Tiba-tiba kepalaku berdenyut denyut. Tak siap rasanya.

"Enggak mau ah, A. Malu ih ..." Aku geleng-geleng kepala, memohon pada Otong untuk tidak dijadikan sebagai MC pada acara di dusun atas ini.

Kenapa tidak dia sendiri saja yang jadi MC? Bukannya Otong lebih dekat dengan warga disini. Pikirku dalam hati. Kenapa malah melempar nya padaku. Mana kali ini aku perempuan sendirian disini. Saat teman-teman ku di dusun bawah dan dusun ujung memiliki teman.

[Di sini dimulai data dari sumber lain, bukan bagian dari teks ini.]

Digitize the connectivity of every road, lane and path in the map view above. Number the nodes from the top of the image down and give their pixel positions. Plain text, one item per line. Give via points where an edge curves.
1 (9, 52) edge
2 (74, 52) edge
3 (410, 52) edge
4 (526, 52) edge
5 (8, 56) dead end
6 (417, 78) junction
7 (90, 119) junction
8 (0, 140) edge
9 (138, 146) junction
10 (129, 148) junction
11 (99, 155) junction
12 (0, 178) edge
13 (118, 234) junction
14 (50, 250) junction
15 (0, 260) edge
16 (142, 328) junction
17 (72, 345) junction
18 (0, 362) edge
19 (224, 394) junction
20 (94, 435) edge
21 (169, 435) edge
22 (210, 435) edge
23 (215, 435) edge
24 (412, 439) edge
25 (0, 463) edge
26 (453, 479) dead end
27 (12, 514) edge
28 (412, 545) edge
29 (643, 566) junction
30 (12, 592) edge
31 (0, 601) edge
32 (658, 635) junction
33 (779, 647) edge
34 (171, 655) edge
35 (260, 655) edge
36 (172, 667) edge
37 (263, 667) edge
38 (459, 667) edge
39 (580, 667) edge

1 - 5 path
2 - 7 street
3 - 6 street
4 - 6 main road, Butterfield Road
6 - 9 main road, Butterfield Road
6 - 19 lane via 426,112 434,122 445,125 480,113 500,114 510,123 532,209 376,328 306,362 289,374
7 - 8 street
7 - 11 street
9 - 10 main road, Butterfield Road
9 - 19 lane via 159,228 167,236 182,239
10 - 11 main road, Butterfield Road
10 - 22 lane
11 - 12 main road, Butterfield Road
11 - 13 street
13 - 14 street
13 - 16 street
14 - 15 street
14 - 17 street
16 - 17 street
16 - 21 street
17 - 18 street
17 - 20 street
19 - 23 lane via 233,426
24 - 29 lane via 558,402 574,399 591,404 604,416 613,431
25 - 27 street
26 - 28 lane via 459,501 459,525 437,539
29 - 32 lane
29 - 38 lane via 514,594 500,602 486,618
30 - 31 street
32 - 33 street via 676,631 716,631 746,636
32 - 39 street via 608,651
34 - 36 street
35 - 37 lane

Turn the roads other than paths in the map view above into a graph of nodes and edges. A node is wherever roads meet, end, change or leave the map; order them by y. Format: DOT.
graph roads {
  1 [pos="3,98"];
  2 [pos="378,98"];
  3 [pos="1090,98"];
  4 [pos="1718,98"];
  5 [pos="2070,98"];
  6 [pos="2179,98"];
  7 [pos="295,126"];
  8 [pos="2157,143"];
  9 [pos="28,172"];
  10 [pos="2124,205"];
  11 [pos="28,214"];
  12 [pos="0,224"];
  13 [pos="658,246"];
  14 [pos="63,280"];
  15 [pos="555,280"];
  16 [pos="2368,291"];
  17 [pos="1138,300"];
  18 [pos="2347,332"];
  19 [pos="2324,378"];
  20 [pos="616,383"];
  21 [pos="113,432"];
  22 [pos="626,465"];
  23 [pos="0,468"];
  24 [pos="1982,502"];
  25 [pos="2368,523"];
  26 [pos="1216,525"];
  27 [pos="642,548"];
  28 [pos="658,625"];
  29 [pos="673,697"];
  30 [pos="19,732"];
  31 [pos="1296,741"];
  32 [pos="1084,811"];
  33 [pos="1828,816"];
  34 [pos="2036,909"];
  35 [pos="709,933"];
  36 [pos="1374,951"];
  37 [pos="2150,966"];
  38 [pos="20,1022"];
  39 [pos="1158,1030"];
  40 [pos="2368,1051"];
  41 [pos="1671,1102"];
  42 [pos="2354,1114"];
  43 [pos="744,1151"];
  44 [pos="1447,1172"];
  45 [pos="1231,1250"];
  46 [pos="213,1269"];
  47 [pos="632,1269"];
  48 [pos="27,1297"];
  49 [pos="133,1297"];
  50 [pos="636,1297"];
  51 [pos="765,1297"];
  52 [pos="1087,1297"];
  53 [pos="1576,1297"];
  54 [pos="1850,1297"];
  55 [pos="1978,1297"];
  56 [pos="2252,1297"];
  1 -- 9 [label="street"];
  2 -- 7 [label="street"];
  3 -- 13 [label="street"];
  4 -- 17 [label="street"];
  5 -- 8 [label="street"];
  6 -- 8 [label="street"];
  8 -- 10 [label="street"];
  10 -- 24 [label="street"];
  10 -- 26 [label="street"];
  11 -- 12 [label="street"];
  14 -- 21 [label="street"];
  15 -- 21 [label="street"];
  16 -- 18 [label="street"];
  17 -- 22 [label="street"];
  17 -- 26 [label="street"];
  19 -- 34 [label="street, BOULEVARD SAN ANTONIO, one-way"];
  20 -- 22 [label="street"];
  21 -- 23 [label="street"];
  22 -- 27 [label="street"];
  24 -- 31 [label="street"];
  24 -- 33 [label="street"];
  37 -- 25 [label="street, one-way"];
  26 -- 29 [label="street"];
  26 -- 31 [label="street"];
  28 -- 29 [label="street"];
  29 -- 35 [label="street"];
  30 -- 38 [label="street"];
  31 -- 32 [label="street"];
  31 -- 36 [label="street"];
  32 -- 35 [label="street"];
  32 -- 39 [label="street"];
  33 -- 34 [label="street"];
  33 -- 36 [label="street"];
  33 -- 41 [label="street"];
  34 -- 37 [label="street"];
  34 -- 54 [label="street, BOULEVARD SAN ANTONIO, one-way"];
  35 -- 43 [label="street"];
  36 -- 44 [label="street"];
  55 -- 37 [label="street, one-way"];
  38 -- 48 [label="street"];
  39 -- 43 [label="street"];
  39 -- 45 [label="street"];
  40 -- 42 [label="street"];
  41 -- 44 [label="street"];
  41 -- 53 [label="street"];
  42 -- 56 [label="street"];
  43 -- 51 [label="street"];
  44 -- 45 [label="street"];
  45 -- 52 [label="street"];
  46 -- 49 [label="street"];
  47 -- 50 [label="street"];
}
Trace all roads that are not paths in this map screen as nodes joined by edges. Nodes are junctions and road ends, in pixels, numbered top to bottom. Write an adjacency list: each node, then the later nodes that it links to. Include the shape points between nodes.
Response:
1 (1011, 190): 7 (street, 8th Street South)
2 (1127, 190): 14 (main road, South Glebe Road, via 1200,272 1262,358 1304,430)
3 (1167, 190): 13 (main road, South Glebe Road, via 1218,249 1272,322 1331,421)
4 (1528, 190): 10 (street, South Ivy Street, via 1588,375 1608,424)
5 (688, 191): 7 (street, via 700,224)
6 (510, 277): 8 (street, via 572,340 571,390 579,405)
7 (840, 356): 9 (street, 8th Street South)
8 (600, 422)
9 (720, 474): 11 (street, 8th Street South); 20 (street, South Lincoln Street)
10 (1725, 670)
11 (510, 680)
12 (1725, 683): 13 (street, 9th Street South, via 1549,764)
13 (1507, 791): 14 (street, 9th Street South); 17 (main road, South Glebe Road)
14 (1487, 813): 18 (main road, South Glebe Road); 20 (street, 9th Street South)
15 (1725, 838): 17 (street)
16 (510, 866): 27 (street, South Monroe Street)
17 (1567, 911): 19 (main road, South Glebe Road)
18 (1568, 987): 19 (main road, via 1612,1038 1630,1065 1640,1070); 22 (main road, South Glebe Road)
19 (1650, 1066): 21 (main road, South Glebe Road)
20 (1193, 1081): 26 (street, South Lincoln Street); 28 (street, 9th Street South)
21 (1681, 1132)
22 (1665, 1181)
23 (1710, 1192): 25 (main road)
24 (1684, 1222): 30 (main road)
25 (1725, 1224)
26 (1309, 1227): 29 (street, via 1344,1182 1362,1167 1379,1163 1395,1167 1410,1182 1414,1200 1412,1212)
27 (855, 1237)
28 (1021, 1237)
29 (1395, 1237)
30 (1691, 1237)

"Ayo lah, Vy ... Kamu pasti bisa." Otong memberikan mikrofon tanpa kabel warna hitam dan biru itu padaku.

"Iya neng ... Kalau MC nya perempuan biasanya seru. Sok atuh silahkan!" Ujar seorang laki-laki yang tiba-tiba muncul di belakangku.

Tulang-tulang dalam tubuhku seolah luruh semuanya. Kaki dan tanganku bergetar, degup jantungku begitu keras, saking kerasnya tulang rusukku seperti akan jebol dibuatnya. Kalau sudah dimintai warga seperti ini, apa aku masih bisa menolak?

Andai ada pintu Doraemon, aku ingin pergi saja dari sini, aku ingin pulang! Teriak batinku.

Dengan raut wajah sebiasa yang ku bisa. Menghalau rasa gugup dalam diri, aku melapalkan doa-doa dalam hati. Semoga aku bisa melewati tantangan kali ini. Dengan ragu-ragu aku menerima mikrofon yang dari tadi di pegang oleh Otong.

Bismillah ...

Gagang mikrofon telah kugenggam dengan erat, hingga buku-buku jari tangan kananku memutih. Aku melangkah ke depan. Menyapukan pandangan ke sekeliling. Memastikan siapa saja audience yang hadir di lapangan yang cukup luas ini.

Pandangan ku terhenti di seberang lapangan, tepatnya pada jalanan umum yang menjadi salah satu akses jalan vital bagi warga desa, disana di rumah-rumah penduduk, banyak sekali mata yang menyaksikan langsung tubuh berdiri dengan kaki bergetar ini. Namun, aku terus menyemangati diri. Bahwa aku pasti bisa.

I can do it!

"Tes ! Tes !" Ucapku. Yang jelas suaraku pasti bergetar. Ah masa bodo!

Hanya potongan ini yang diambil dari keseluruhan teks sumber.